# Undies or Thongs



## pinksugar (Mar 8, 2007)

Ok weird question, but I was wondering. On a day to day basis, not including special days where you want to look sexy, or days where you have to wear a specific underwear type because of what you're wearing..

What is your preferred underwear type? it's the girls equivilant of the boxers or briefs question!

Personally, I'm an undies girl, but I own a lot of thongs - they appeal to me on the rack more. What about you?


----------



## reginaalear (Mar 8, 2007)

I'm a undies girl! If I can ever lose some weight I may wear a lot more thongs!


----------



## michal_cohen (Mar 8, 2007)

i wear only thongs


----------



## Aprill (Mar 8, 2007)

a mixture of both. But I have really got into wearing Body by Victoria undies, and I dont have to worry about the pantyline showing


----------



## mandy_ (Mar 8, 2007)

I like thongs, I usually wear those. I do like to wear just regular undies sometimes though especially if I am just lounging around my house.


----------



## meganwku22486 (Mar 8, 2007)

i usually wear thongs, unless i'm sleeping, then i wear regular underwear. . . i heard you aren't supposed to sleep in thongs because it raises your chances of a UTI or something.


----------



## PerfectMistake (Mar 8, 2007)

VS Cotten bikini's! I can't do thongs too often!


----------



## dixiewolf (Mar 8, 2007)

I wear undies, bikinis. I got a free pair of thongs from VS one time, and they were so freaking uncomfortable I threw them away. They scare me, lol.


----------



## LilDee (Mar 8, 2007)

Thongs!! strangly I think they are super comfortable haha!

and sometimes a brazillian cut or a boyshort..

but rarely panties..


----------



## Orangeeyecrayon (Mar 8, 2007)

i am obsesed with thongs

i particularly like the hanky panky thongs cause they are extreamly comfortable and i cant feel them at all

however once a month... when my friend comes to visit i do wear some nice granny panties

but for some weird reason im drawn to lace

i dont dress all that much like a girl so the lace undies make me feel really pretty


----------



## han (Mar 8, 2007)

i love my thongs and boyshorts i find both of them very comfortable


----------



## Saje (Mar 8, 2007)

hm... I think I am an undies girl but since I have quite a few of everything I just really do the lottery everyday and randomly grab underwear from my bin : lol


----------



## -Liz- (Mar 8, 2007)

i usually wear thongs or the string kind because i also find them much morwe comfy!


----------



## daer0n (Mar 8, 2007)

nothing lol

i hate thongs they are so uncomfortable, sticking in between your buns eww, i can't think of how they will look after you take them off

nope they scare me too

and ifi wear any underwear i feel like i gained weight and i take them off immediately -_- /emoticons/[email protected] 2x" width="20" height="20" /> i know, i feel like i look fat wearing underwear so i dont 

crazy.


----------



## kissmydress (Mar 8, 2007)

I only wear boyshorts.

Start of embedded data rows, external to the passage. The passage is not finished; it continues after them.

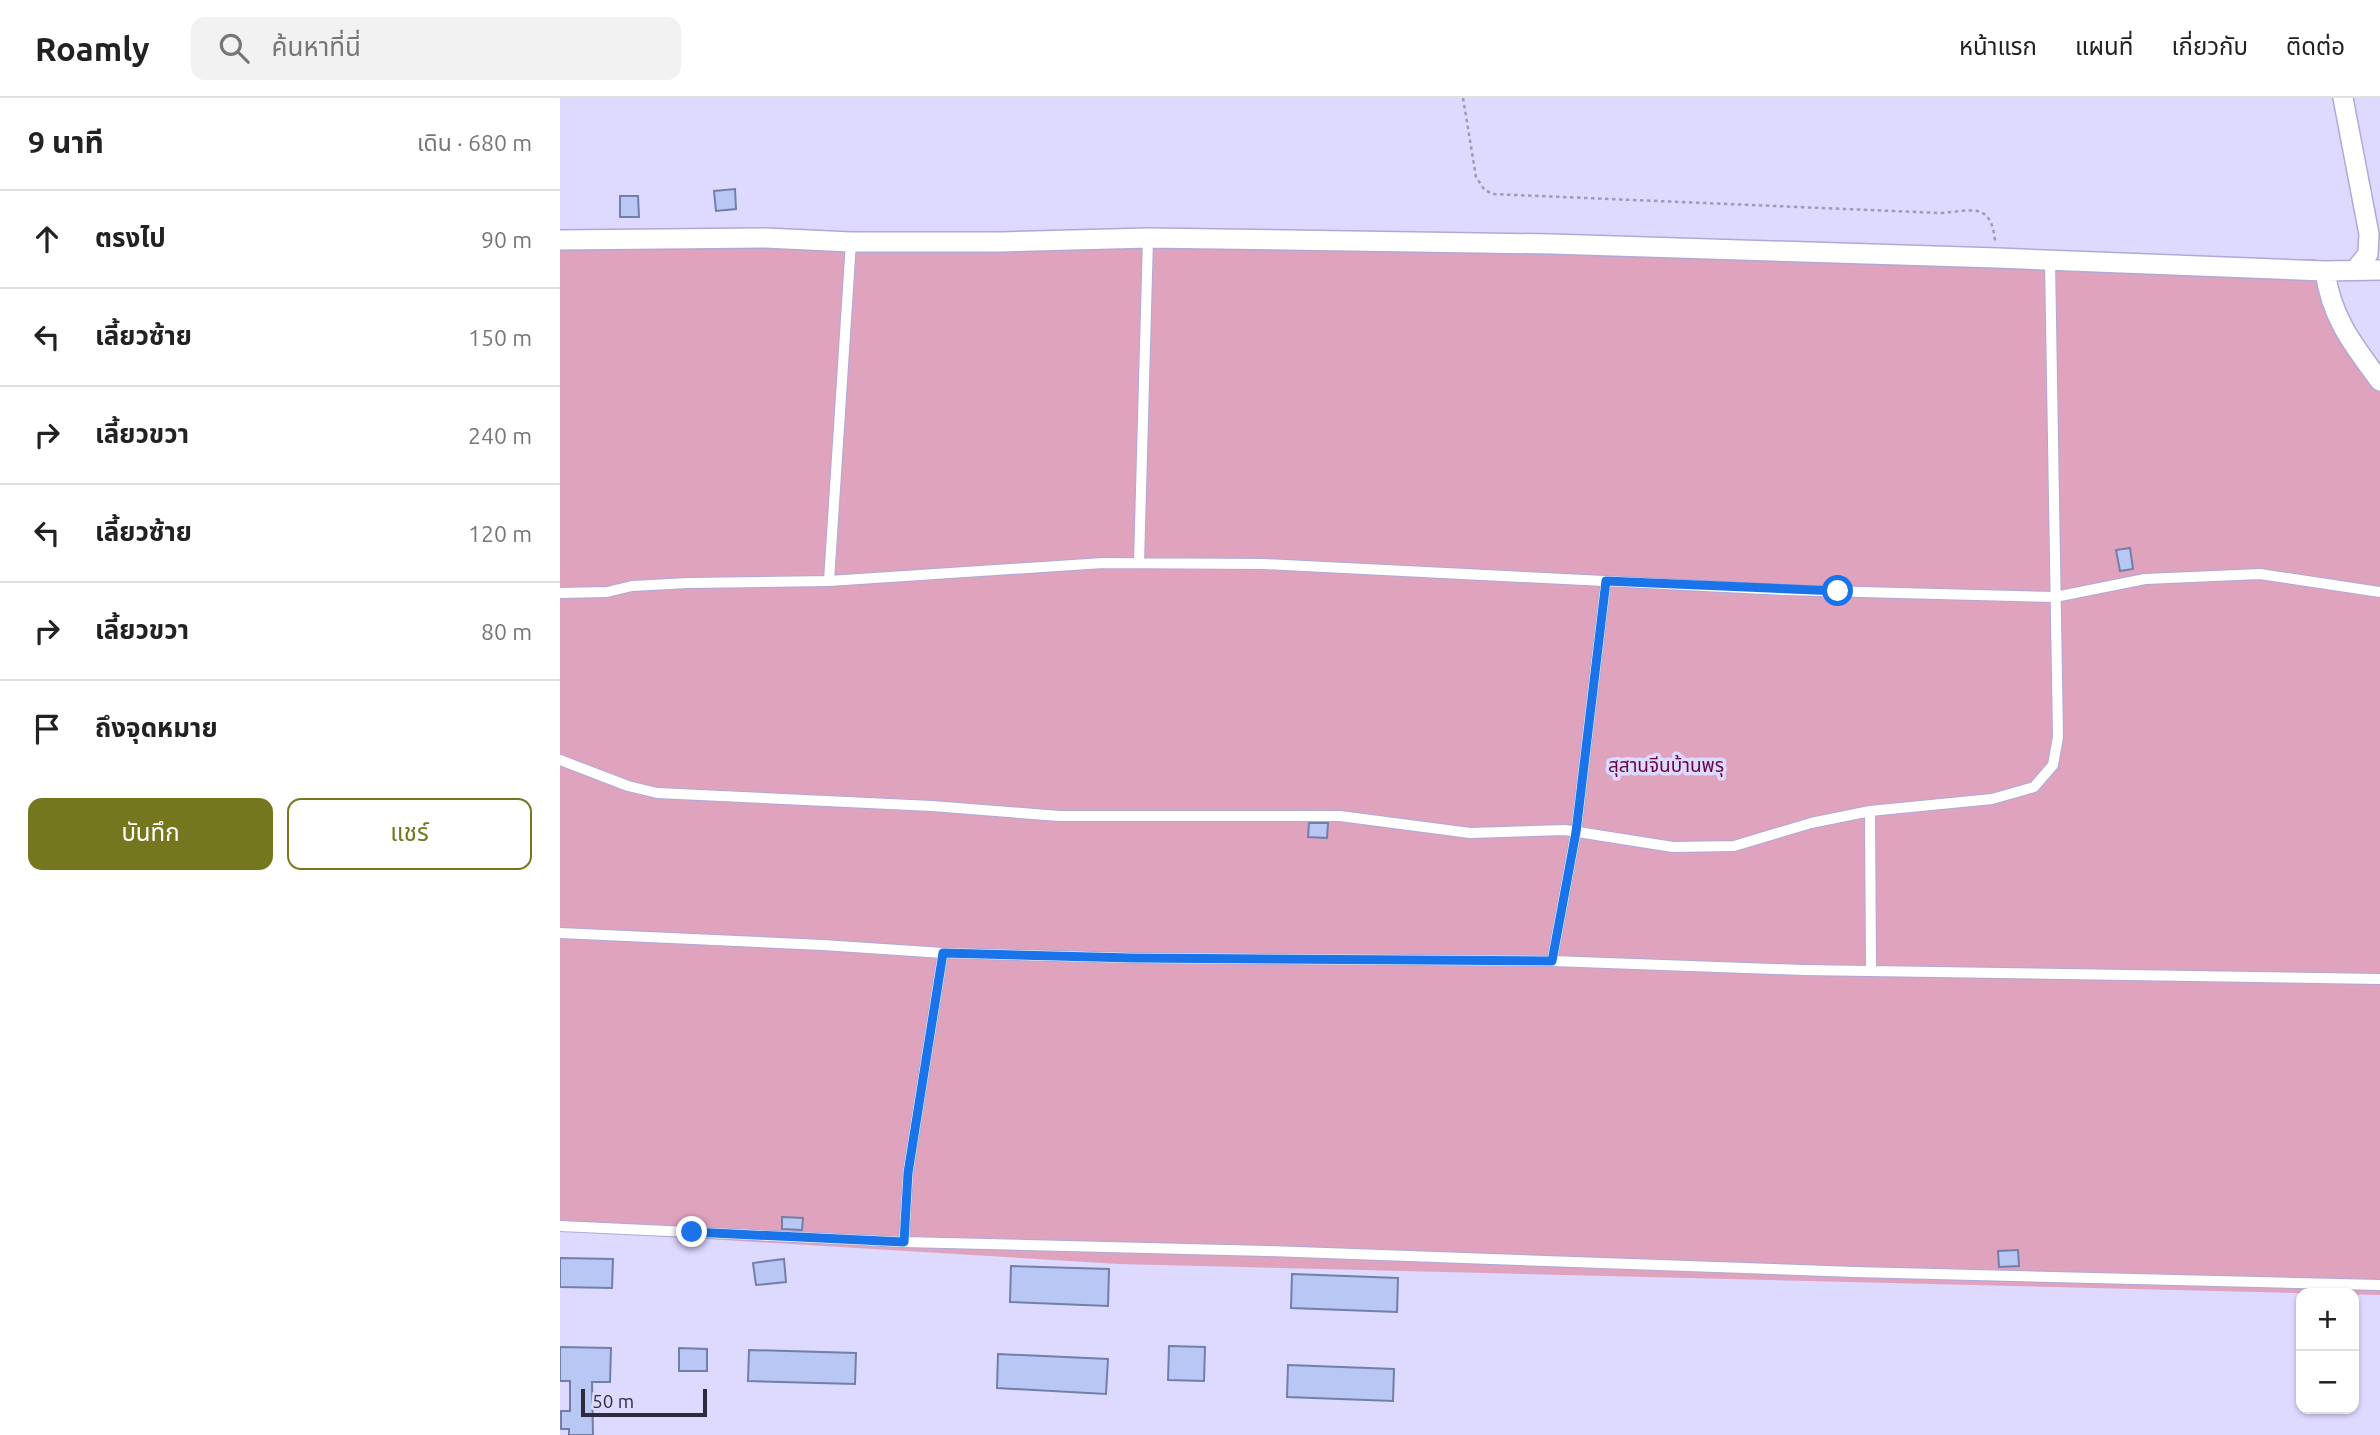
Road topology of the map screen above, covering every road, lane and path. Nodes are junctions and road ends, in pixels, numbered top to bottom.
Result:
1 (1462, 98) edge
2 (2343, 98) edge
3 (1148, 238) junction
4 (560, 240) edge
5 (851, 242) junction
6 (1997, 258) junction
7 (2050, 261) junction
8 (2355, 270) junction
9 (2380, 270) edge
10 (2325, 271) junction
11 (2380, 381) edge
12 (1139, 563) junction
13 (829, 581) junction
14 (1606, 581) junction
15 (2380, 592) edge
16 (560, 593) edge
17 (2055, 597) junction
18 (560, 760) edge
19 (1870, 811) junction
20 (1576, 832) junction
21 (560, 933) edge
22 (943, 953) junction
23 (1552, 961) junction
24 (1871, 971) junction
25 (2380, 979) edge
26 (560, 1226) edge
27 (904, 1242) junction
28 (2380, 1284) edge

1 - 6 path
2 - 8 street
3 - 5 street
3 - 6 street
3 - 12 lane
4 - 5 street
5 - 13 lane
6 - 7 street
7 - 10 street
7 - 17 lane
8 - 9 street
8 - 10 street
10 - 11 street
12 - 13 lane
12 - 14 lane
13 - 16 lane
14 - 17 lane
14 - 20 lane
15 - 17 lane
17 - 19 lane
18 - 20 lane
19 - 20 lane
19 - 24 lane
20 - 23 lane
21 - 22 lane
22 - 23 lane
22 - 27 lane
23 - 24 lane
24 - 25 lane
26 - 27 lane
27 - 28 lane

I used to wear thongs, but then I switched because I think the 'boycut' style is cuter.


----------



## magosienne (Mar 8, 2007)

i have a bit of everything. i like regular underwear. but i hate thongs, i don't think they're comfortable, so i rarely wear mine.


----------



## SimplyElegant (Mar 8, 2007)

Boyshorts mostly. I don't like bikini cut underwear.


----------



## Retro-Violet (Mar 8, 2007)

bootie shorts!

they make my butt look awsome (since its far from it).


----------



## lynnda (Mar 8, 2007)

I only wear boyshorts.


----------



## bella1342 (Mar 8, 2007)

Body By Victoria's Ultrasmooth hiphuggers... they are the best.


----------



## empericalbeauty (Mar 8, 2007)

boyshorts (undies?)..i am over my thong phase(days)


----------



## monniej (Mar 8, 2007)

too funny, but i certainly understand!

i'm a undies girl, but i have thongs to wear with certain dresses or outfits. definitely not an everyday thing!


----------



## CuTeLiCiOuS (Mar 8, 2007)

Undies


----------



## jdepp_84 (Mar 8, 2007)

Well I only owe like 3 thongs. I don't like to use them much cuz I hate how they look when you bend over to pick something.

I like bootie shorts better. Were half of the butt is peaking. hehe.


----------



## emily_3383 (Mar 8, 2007)

undies, i have one thong and that was by mistake. I saw the cute design and too it without checking. lol


----------



## power_rangers (Mar 8, 2007)

thongs. because im afraid of VPL [Visible panty line!]  /emoticons/[email protected] 2x" width="20" height="20" />:O:O:O:O


----------



## ivette (Mar 8, 2007)

regular undies


----------



## Dubsbelle (Mar 8, 2007)

I own a mixture of both...

I usually reach for skimpy boy shorts or cute undies.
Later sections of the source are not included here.